Compartmentalization is perhaps the single biggest risk factor in deepwater petroleum production. Downhole fluid analysis (DFA) is a new tool to reduce uncertainty associated with reservoir connectivity. Fluid data from DFA logs and various laboratory analyses are studied to elucidate hydrocarbon composition variations in large reservoir sand bodies. This procedure was applied in the Deepwater Tahiti field in the Gulf of Mexico uncovering a large concentration variation of asphaltenes. These asphaltene nanoparticles are shown to be colloidally suspended in the crude oil in agreement with recent laboratory results, and settle preferentially lower in the oil column in accord with the Boltzmann distribution. Relevant fluid features, in this case the asphaltene concentration gradient, are then integrated in a geologic model and used to predict crude oil properties and DFA logs for all hydraulically connected sections of the reservoir. Predicted and newly acquired DFA log data matched for the first production well, establishing that the penetrated sands are likely connected, mitigating compartmentalization risk. This DFA log prediction protocol offers a new method to optimize wireline logging.
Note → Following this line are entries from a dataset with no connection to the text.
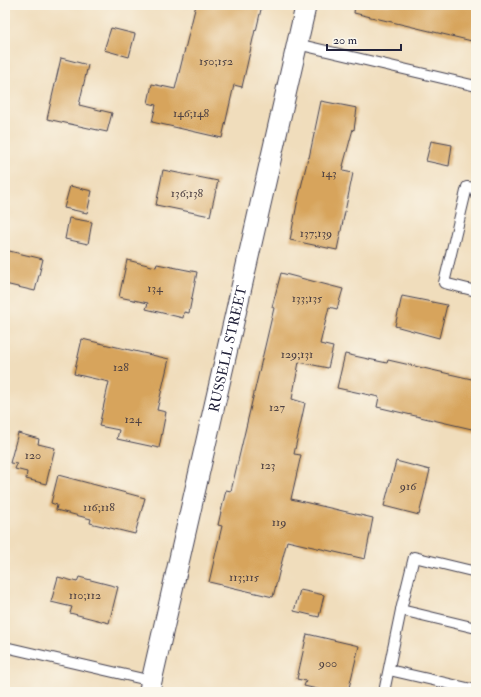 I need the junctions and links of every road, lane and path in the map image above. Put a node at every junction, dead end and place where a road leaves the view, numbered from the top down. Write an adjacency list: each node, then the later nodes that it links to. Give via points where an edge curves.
1 (306, 5): 2 (street, RUSSELL STREET)
2 (297, 44): 3 (lane); 11 (street, RUSSELL STREET)
3 (476, 86)
4 (476, 188): 5 (lane, via 466,187 444,283)
5 (476, 291)
6 (476, 572): 7 (lane, via 414,557)
7 (401, 610): 8 (lane); 10 (lane)
8 (476, 628)
9 (5, 647): 11 (lane)
10 (389, 670): 12 (lane); 13 (lane)
11 (150, 686)
12 (476, 690)
13 (384, 692) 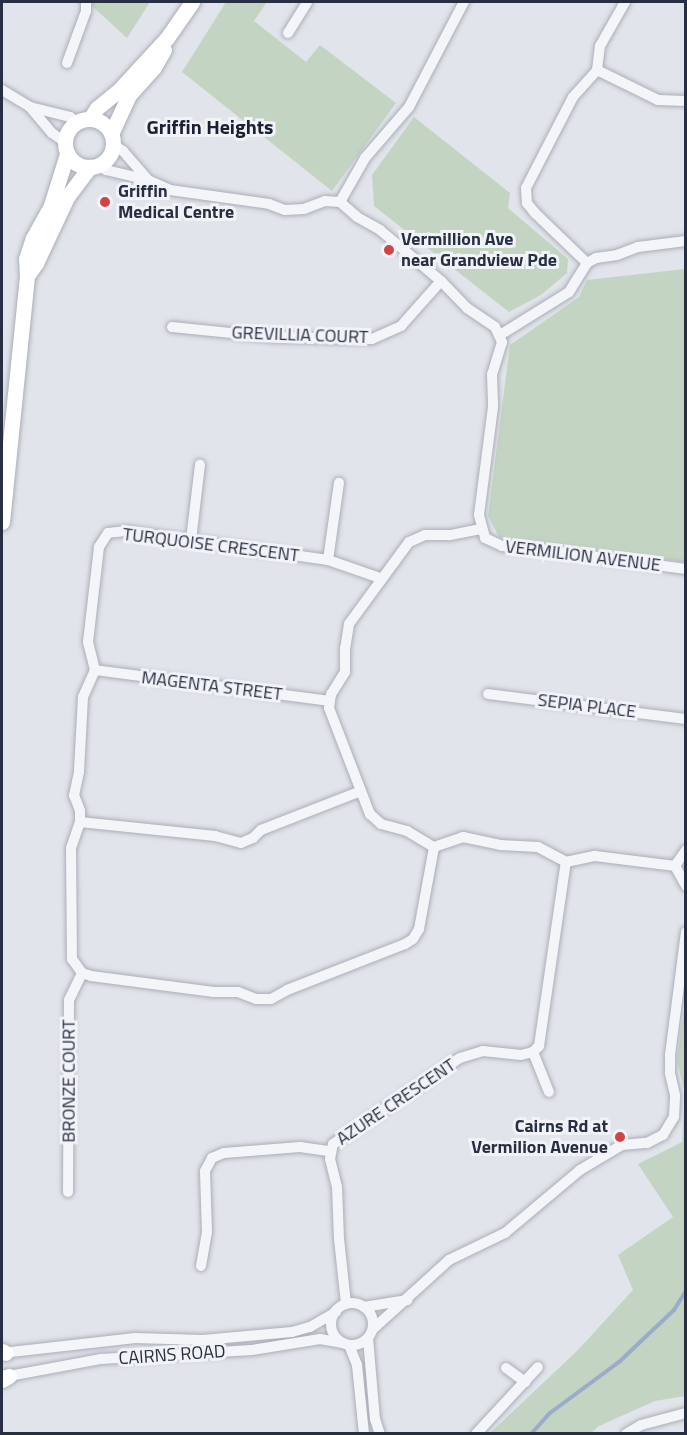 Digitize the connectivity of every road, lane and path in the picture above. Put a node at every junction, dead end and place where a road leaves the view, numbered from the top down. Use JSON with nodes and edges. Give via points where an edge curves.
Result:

Knowledge of reservoir architecture is critical to successful development planning.1 Indeed, history matching of production data is extremely useful for understanding the reservoir.2 However, in high-cost arenas where expensive production facilities must be in place prior to production of first oil, history matching for facilities design is precluded. The connectivity of the producing units throughout the field is a major uncertainty and risk factor that behooves conventional as well as novel analytic approaches. Reservoir compartmentalization (the inverse of connectivity) impacts all production strategies, and therefore mandates the use of all sources of information that may help unravel reservoir complexities. One key and relatively new technology that is increasingly exploited for reservoir characterization is Downhole Fluid Analysis (DFA). DFA enables characterization of the fluid in the oil column, creating in essence a continuous downhole fluid log. With a multi-well approach DFA can address the fluid distribution throughout the reservoir. Because reservoir fluids are typically compositionally graded,3 different compartments are often filled with different fluids. Thus DFA can identify compartments.4
Acquisition of representative reservoir fluid samples is essential at the early stages of exploration. Ideally, fluids would be analyzed in their existing conditions, i.e. in the formation; however a detailed analysis of the fluid in the rock is not possible today. The closest alternative is the acquisition of downhole fluid samples accompanied by a real time fluid analysis (DFA) while sampling. One of the methods available for downhole fluid sampling is via a wireline formation testing and sampling tool (WFT). With current technology it is possible to obtain contamination-free samples in a very short time.5 Furthermore, this technique enables the acquisition of samples at different depths with unmatchable vertical resolution. Proper sampling practices are essential to preserve the composition of the extracted fluid as close as possible to that in the formation, minimizing as much as possible the risk of undesirable phase transitions.
Wireline-conveyed formation testing and sampling tools are described in detail elsewhere.6 Figure 1 is a schematic representation of one possible configuration of WFT tool with two DFA modules, a pumpout model, sample modules containing the sampling bottles and two single-probe modules. On the right side of this figure is a picture of the sampling probe. The probe is set in the wellbore against the reservoir rock and fluids are extracted from the formation into the tool flowline by creating a controlled differential pressure with a pump. The contents of the flowline are analyzed in any of the DFA modules, which are based primarily on Visible-Near-Infrared (Vis-NIR) absorption spectroscopy. The lightabsorption characteristics of crude oils differ from those of gas, water and oil-based mud filtrate, enabling a quantitative analysis of the fluids flowing through the downhole fluid analyzer.